Opinion
C.A. No. 2019-0156-JRS
08-28-2019
William D. Johnston, Esquire Tammy L. Mercer, Esquire Paul L. Loughman, Esquire Young Conaway Stargatt & Taylor, LLP 1000 North King Street Wilmington, DE 19801 Raymond J. DiCamillo, Esquire Kevin M. Gallagher, Esquire Richards, Layton & Finger, P.A. 920 North King Street Wilmington, DE 19801
William D. Johnston, Esquire
Tammy L. Mercer, Esquire
Paul L. Loughman, Esquire
Young Conaway Stargatt & Taylor, LLP
1000 North King Street
Wilmington, DE 19801 Raymond J. DiCamillo, Esquire
Kevin M. Gallagher, Esquire
Richards, Layton & Finger, P.A.
920 North King Street
Wilmington, DE 19801 Dear Counsel:
This case arises from a contractual dispute between a Delaware limited liability company, Innovation Institute, LLC ("Innovation"), and its founding member, St. Joseph Health Source, Inc. ("Health System"), concerning Health System's obligation to contribute funding to Innovation in accordance with Health System's constitutive document. Innovation has brought an action in this court seeking specific performance of Health Source's promise. Health System and its appointed substitute under the LLC Agreement, St. Joseph Health Source, Inc. ("Health Source"), have moved to dismiss the operative complaint, arguing the Court: (i) lacks personal jurisdiction over Defendants, (ii) lacks subject matter jurisdiction over Plaintiff's claim, which they say is a claim for damages not specific performance, and (iii) cannot provide a proper venue for the litigation because the parties have contracted for mandatory arbitration.

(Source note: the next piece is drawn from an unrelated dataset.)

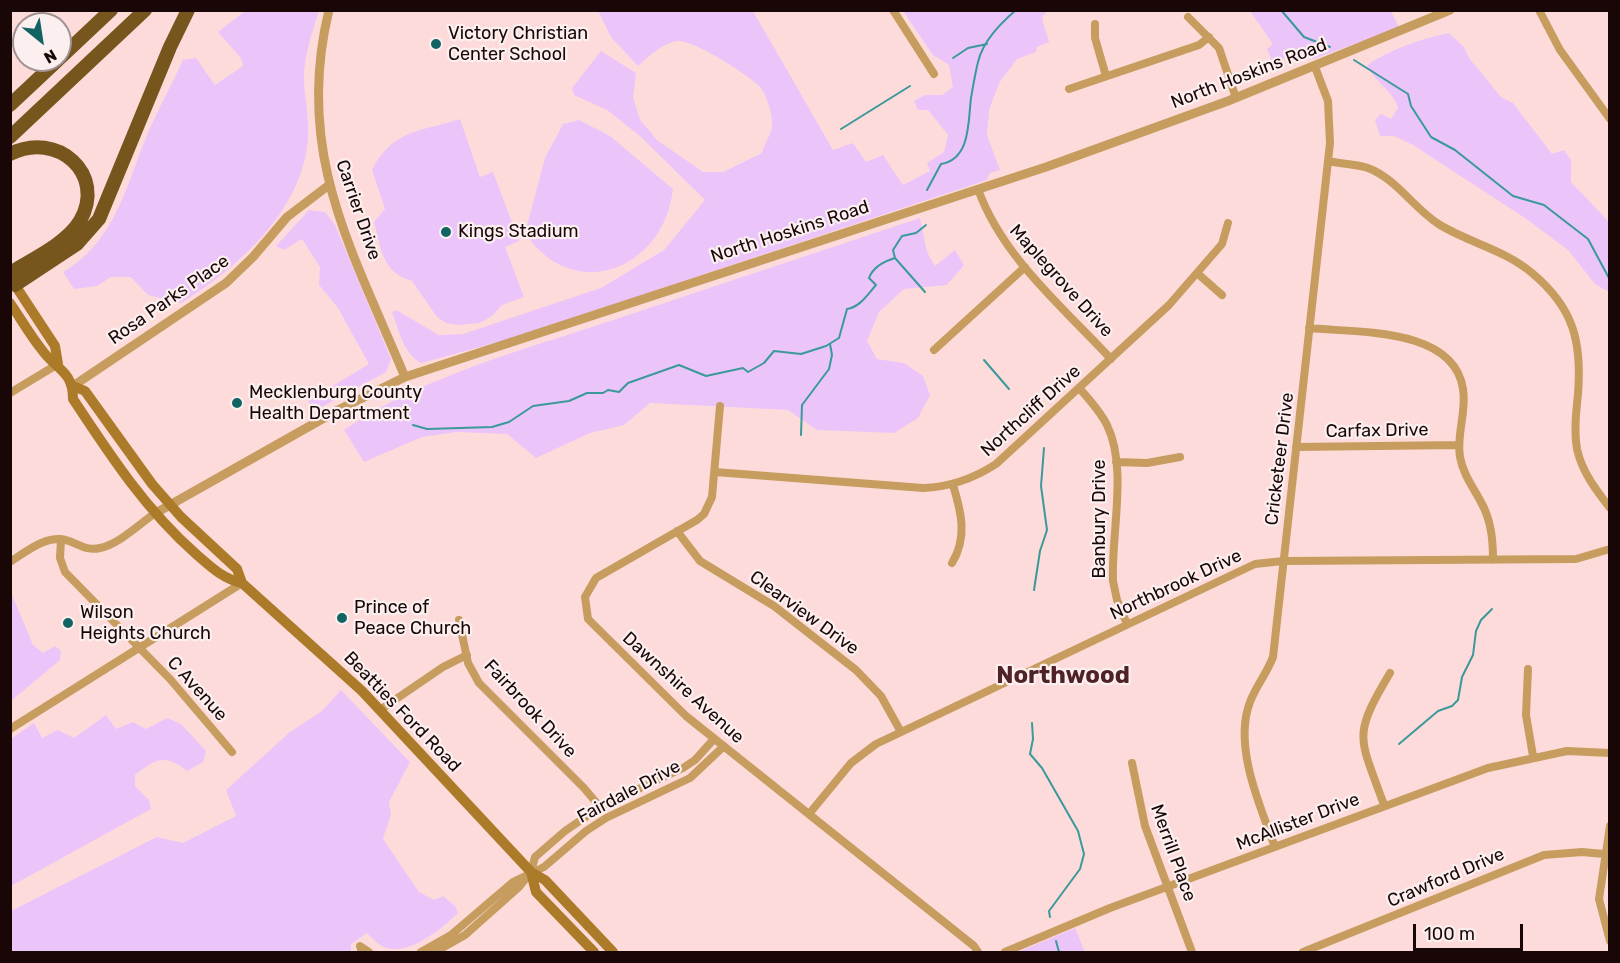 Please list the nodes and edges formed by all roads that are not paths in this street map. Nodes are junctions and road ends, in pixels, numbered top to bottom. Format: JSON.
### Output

For the reasons explained below, I agree with Defendants that the parties agreed to mandatory arbitration in their constitutive document and to have questions of substantive arbitrability determined by a California arbitrator. Accordingly, this action must be stayed pending the decision of the arbitrator on whether Plaintiff's claims are subject to mandatory arbitration.
It is unfortunate the Court is addressing the threshold issue of substantive arbitrability relatively late in the litigation. The case began with preliminary injunction proceedings during which the substantive arbitrability issue was not addressed. Nor was it the primary focus of the parties' dispositive motion practice, where the focus has been on issues of personal and equitable jurisdiction. See Def.'s Opening Br. in Supp. of Its Mot. to Dismiss Verified Compl. for Specific Performance (D.I. 22) (addressing personal jurisdiction and subject matter jurisdiction before discussing arbitrability); Answering Br. of Pl. The Innovation Institute, LLC in Opp'n to Def. St. Joseph Health Source, Inc.'s Mot. to Dismiss (D.I. 25) (beginning with subject matter jurisdiction and devoting the majority of its brief to personal jurisdiction). Defendants did raise the arbitrability/venue issue in their briefing of the motion sub judice, however, and, having carefully reviewed the matter, I agree the parties contracted to submit questions of substantive arbitrability to an arbitrator. Defs.' Opening Brief in Supp. of Their Mot. to Dismiss First Am. Verified Compl. for Specific Performance (D.I. 47).
I. BACKGROUND
The facts are drawn from the allegations in Plaintiff's First Amended Verified Complaint (the "Amended Complaint"). I accept as true the Amended Complaint's well-pled factual allegations and draw all reasonable inferences in Plaintiff's favor.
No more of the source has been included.